No gustarán la muerte hasta que vean el Reino de Dios

El Domingo II de Cuaresma se caracteriza por la lectura del episodio de la Transfiguración del Señor en un fuerte contraste con el Evangelio de las tentaciones que caracteriza al Domingo I de Cuaresma, que leíamos el domingo pasado. Mientras en esa ocasión contemplábamos a Jesús tentado por Satanás, en su fragilidad humana, expresada por el hambre, después de cuarenta días de ayuno, hoy lo contemplamos en su gloria, reconocido por la voz de Dios: «Este es mi Hijo, el Elegido». Si allá Satanás lo tentaba con la fórmula: «Si eres Hijo de Dios…» (Lc 4,3.9), aquí Dios lo declara enfáticamente: «Este es mi Hijo».

Leemos este domingo el Evangelio de la Transfiguración del Señor en la versión de Lucas. Los tres evangelistas que nos relatan este evento, Marcos, Mateo y Lucas, lo vinculan con otro anterior por medio una precisión temporal. En efecto, Marcos y Mateo lo introducen diciendo: «Seis días después» (Mc 9,2; Mt 17,1) y lo vinculan con la confesión de Pedro, que dice a Jesús: «Tú eres el Cristo» (Mc 8,29; Mt 16,16) (Mateo agrega: «El Hijo de Dios vivo»). De esta manera, la voz que sale de la nube –«Este es mi Hijo»– se presenta como una confirmación, por parte de Dios, de la confesión de Pedro. Pero Lucas difiere de Marcos y Mateo en cuanto que él indica un lapso de tiempo distinto y vincula la Transfiguración con otra realidad.

«Sucedió que unos ocho días después de estas palabras, Jesús tomó consigo a Pedro, Juan y Santiago, y subió al monte a orar». Lucas vincula la subida de Jesús al monte de la Transfiguración con unas palabras pronunciadas por Jesús y el lapso de tiempo que indica entre ambos hechos es de ocho días. Esas palabras de Jesús son las siguientes: «Les digo verdaderamente, hay algunos, entre los aquí presentes, que no gustarán la muerte hasta que vean el Reino de Dios» (Lc 9,27). Debemos entender que entre los que estaban presentes cuando Jesús dijo esas palabras se contaban Pedro, Juan y Santiago, y que Jesús los llevó consigo al monte para concederles una visión del Reino de Dios.

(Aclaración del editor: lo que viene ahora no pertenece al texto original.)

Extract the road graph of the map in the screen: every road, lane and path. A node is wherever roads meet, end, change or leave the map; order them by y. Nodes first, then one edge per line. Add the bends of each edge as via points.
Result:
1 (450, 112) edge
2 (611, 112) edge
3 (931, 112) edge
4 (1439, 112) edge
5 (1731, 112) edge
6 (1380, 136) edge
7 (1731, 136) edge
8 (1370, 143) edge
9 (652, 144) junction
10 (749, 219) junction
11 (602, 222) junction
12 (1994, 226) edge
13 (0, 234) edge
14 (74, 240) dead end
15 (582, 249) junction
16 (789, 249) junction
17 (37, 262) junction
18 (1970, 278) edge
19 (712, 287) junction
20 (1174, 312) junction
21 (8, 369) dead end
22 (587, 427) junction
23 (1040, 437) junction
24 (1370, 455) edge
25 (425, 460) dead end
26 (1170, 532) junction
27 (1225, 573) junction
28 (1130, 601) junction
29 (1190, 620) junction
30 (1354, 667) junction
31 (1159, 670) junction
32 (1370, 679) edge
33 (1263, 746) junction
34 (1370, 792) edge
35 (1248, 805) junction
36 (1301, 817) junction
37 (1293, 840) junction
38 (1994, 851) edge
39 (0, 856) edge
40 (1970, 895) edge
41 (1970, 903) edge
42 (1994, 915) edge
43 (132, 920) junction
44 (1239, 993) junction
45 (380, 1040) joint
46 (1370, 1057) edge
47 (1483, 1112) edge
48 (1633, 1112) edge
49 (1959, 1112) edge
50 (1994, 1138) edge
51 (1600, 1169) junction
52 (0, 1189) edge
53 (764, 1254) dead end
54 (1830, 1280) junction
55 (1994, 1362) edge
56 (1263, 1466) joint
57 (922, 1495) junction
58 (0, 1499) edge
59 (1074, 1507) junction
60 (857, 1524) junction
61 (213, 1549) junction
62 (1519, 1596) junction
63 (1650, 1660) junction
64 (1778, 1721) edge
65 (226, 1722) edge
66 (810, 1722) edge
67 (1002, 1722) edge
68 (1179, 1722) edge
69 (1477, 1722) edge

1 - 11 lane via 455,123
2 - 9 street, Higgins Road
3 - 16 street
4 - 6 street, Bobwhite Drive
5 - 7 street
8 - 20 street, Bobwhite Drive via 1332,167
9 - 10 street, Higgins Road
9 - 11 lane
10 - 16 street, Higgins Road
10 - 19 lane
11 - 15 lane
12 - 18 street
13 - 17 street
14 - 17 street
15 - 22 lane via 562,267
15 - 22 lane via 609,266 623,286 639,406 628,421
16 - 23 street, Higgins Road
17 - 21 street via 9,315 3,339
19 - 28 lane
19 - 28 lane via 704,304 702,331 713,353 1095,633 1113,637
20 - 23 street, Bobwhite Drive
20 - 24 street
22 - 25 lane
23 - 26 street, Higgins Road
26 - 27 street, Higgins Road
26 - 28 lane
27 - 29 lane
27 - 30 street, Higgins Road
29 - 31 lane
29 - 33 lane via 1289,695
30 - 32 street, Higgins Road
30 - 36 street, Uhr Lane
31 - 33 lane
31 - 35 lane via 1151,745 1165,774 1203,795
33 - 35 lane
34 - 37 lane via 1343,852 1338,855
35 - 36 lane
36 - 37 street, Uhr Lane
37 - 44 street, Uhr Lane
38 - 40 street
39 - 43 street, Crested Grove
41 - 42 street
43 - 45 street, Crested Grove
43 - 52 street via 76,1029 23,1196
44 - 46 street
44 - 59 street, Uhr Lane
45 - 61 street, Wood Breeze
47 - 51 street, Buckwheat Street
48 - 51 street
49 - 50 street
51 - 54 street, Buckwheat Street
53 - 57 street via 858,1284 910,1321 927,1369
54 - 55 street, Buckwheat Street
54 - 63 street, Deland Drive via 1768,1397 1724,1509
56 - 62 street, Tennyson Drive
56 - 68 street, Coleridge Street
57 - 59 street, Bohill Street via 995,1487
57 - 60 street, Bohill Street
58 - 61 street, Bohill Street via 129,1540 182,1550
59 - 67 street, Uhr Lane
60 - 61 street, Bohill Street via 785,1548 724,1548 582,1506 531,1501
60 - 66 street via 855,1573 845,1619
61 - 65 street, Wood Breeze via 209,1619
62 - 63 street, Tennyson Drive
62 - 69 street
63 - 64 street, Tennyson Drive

Según la norma indicada por la Constitución Dei Verbum del Concilio Vaticano II, «para que el intérprete de las Sagradas Escrituras comprenda lo que Dios quiso comunicarnos, debe investigar atentamente lo que los hagiógrafos intentaban significar y lo que Dios quería manifestar con las palabras de ellos» (DV 12,1). Es necesario, por tanto, indagar lo que Lucas intenta significar con esa introducción al relato de la Transfiguración para comprender lo que Dios quiere manifestarnos.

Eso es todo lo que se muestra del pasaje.